FREE! Supercomputing in Plain English (SiPE), Spring 2013

Woman wearing glasses, her face bathed in blue and green light as she reaches toward the back of a row of supercomputer panels

FREE! Supercomputing in Plain English (SiPE), Spring 2013

SiPE is targeted at an audience of not just computer scientists but especially scientists and engineers, including a mixture of undergraduates, graduate students, faculty and staff.  These workshops focus on fundamental issues of HPC as they relate to Computational and Data-enabled Science & Engineering, including:

  • the storage hierarchy
  • instruction-level parallelism
  • high performance compilers
  • shared memory parallelism (e.g., OpenMP)
  • distributed parallelism (e.g., MPI)
  • HPC application types and parallel paradigms
  • multicore optimization
  • high throughput computing
  • GPGPU computing
  • scientific and I/O libraries
  • scientific visualization.

The key philosophy of the SiPE workshops is that an HPC-based code should be maintainable, extensible and, most especially, portable across platforms, and should be sufficiently flexible that it can adapt to, and adopt, emerging HPC paradigms.

Registration is now open! Send e-mail to hneeman@ou.edu.

Supercomputing in Plain English (SiPE), Spring 2013

Available live in person and live via videoconferencing
Tuesdays starting January 22, 2013  |  3:00 PM Eastern Time
Live in person:
National Weather Center 1313
Live via FREE videoconferencing:  Details to be announced.

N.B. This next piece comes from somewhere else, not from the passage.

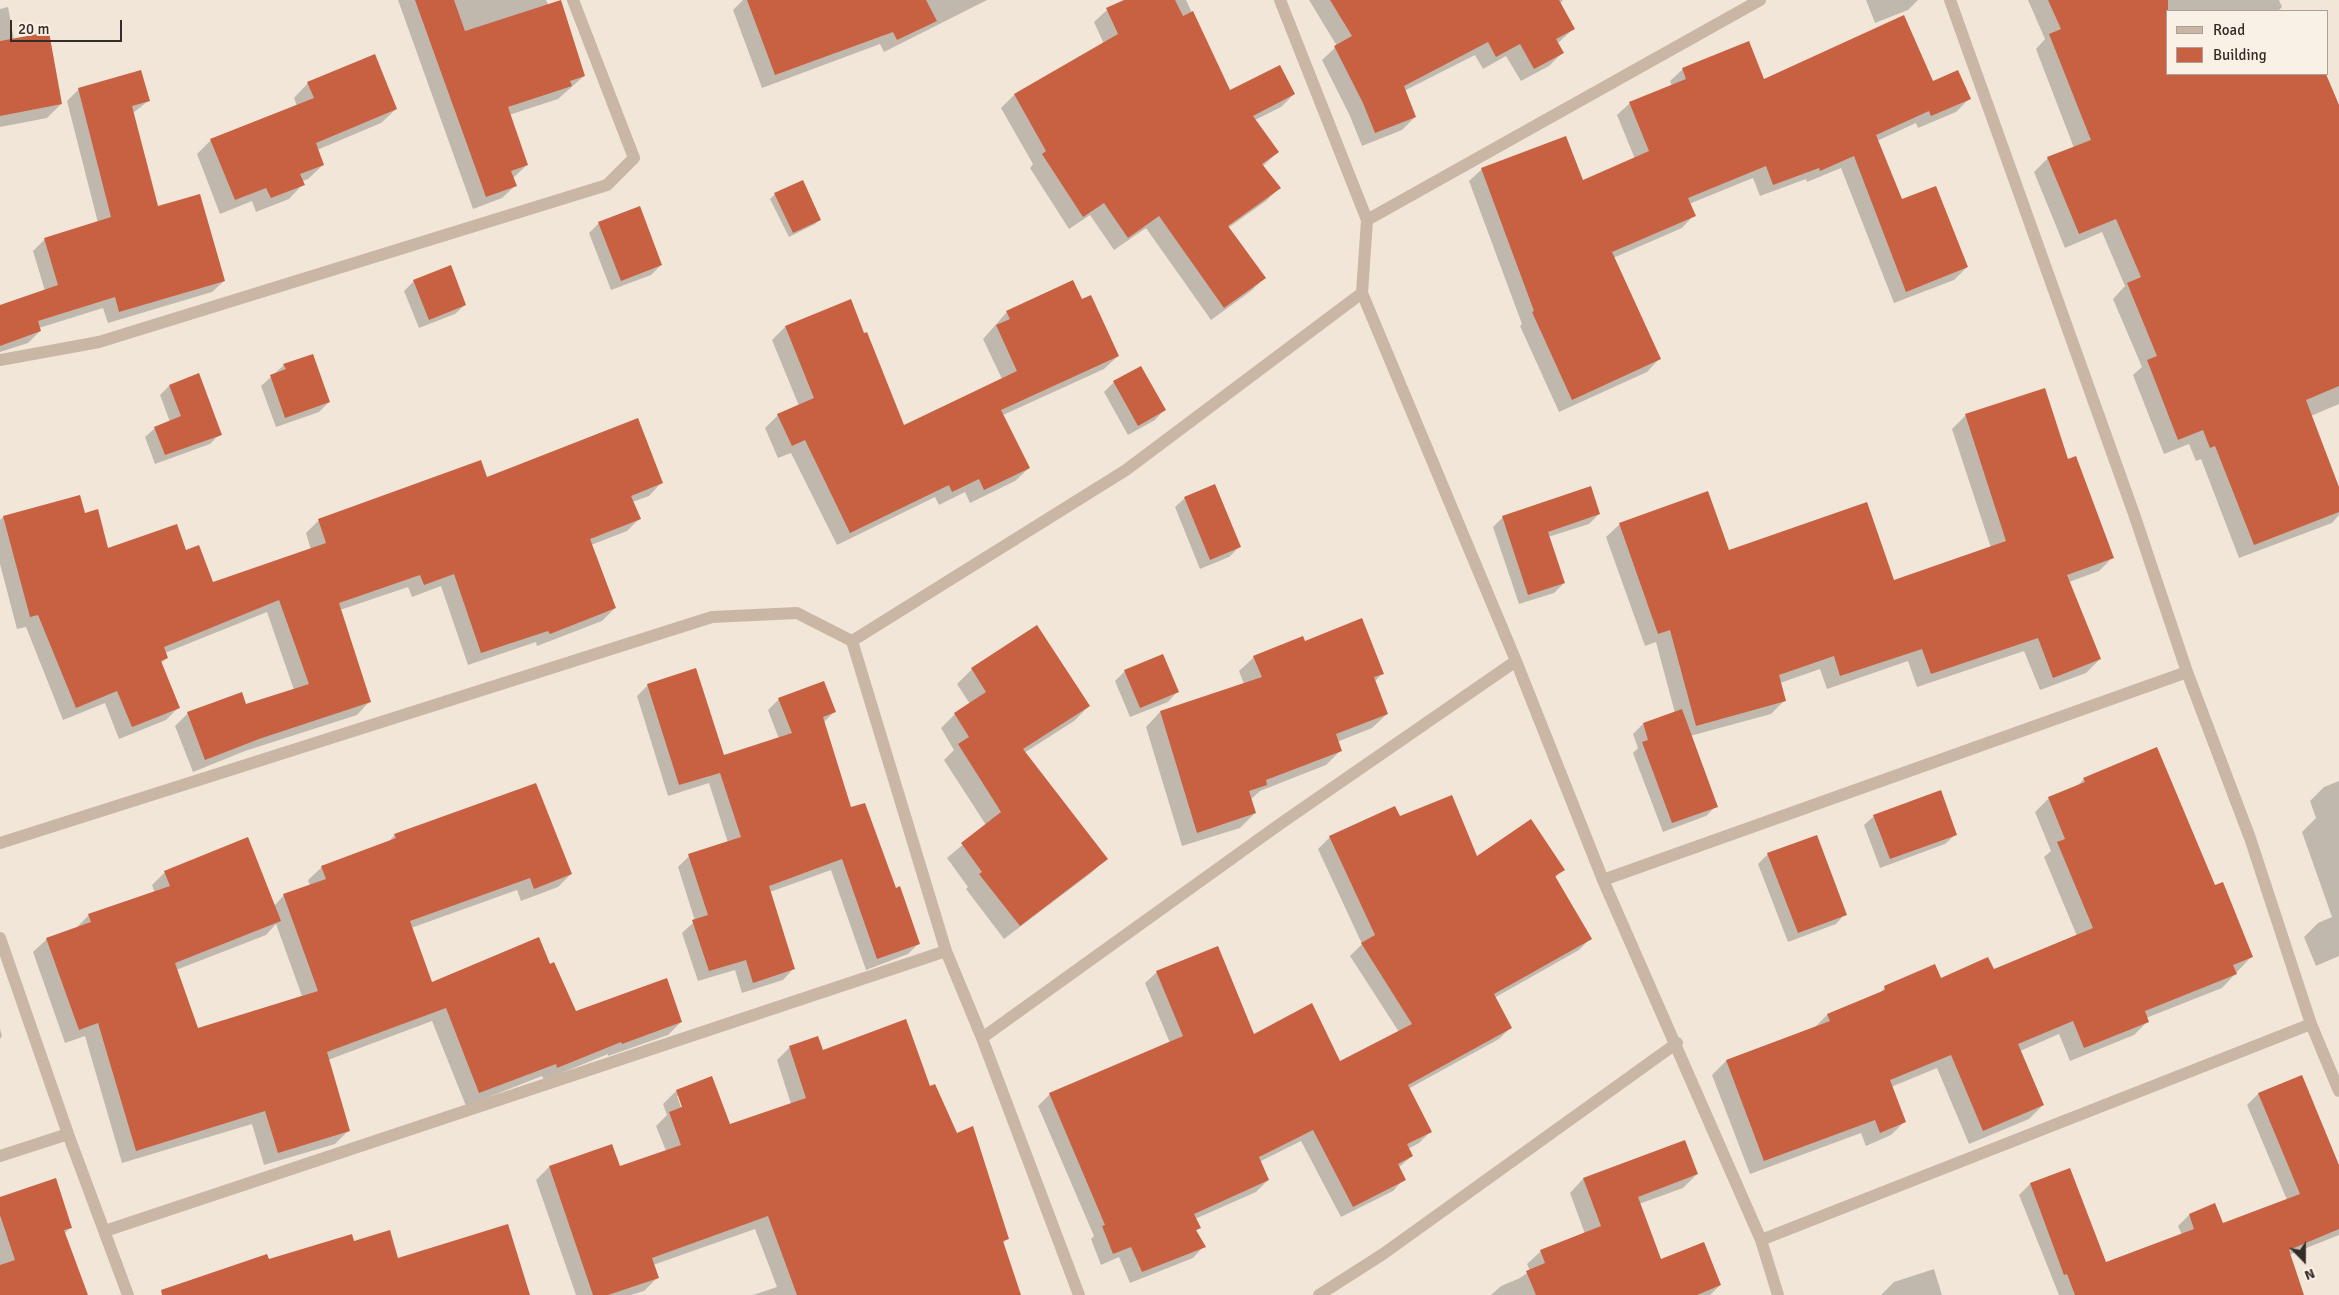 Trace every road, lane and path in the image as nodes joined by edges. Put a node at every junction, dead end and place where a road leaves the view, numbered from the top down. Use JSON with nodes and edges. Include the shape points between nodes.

http://www.oscer.ou.edu/education/

So far, the SiPE workshops have reached roughly 1000 people at 166 institutions, agencies, companies and organizations in 42 US states and territories and 5 other countries:

  • 125 academic institutions
  • 18 government agencies
  • 16 private firms
  • 7 not-for-profit organizations.

Prerequisites

  • For the presentations:
    – at least one semester of programming experience in any of C, C++ or Fortran, recently.
  • For the HPC exercises:
    – at least one semester of programming experience in any of C, C++ or Fortran, recently;
    – at least one semester of experience with any Unix-like operating system (could be Linux but doesn’t have to be), recently (if someone doesn’t have this, it’s not a crisis, because the basics are covered in the first exercise).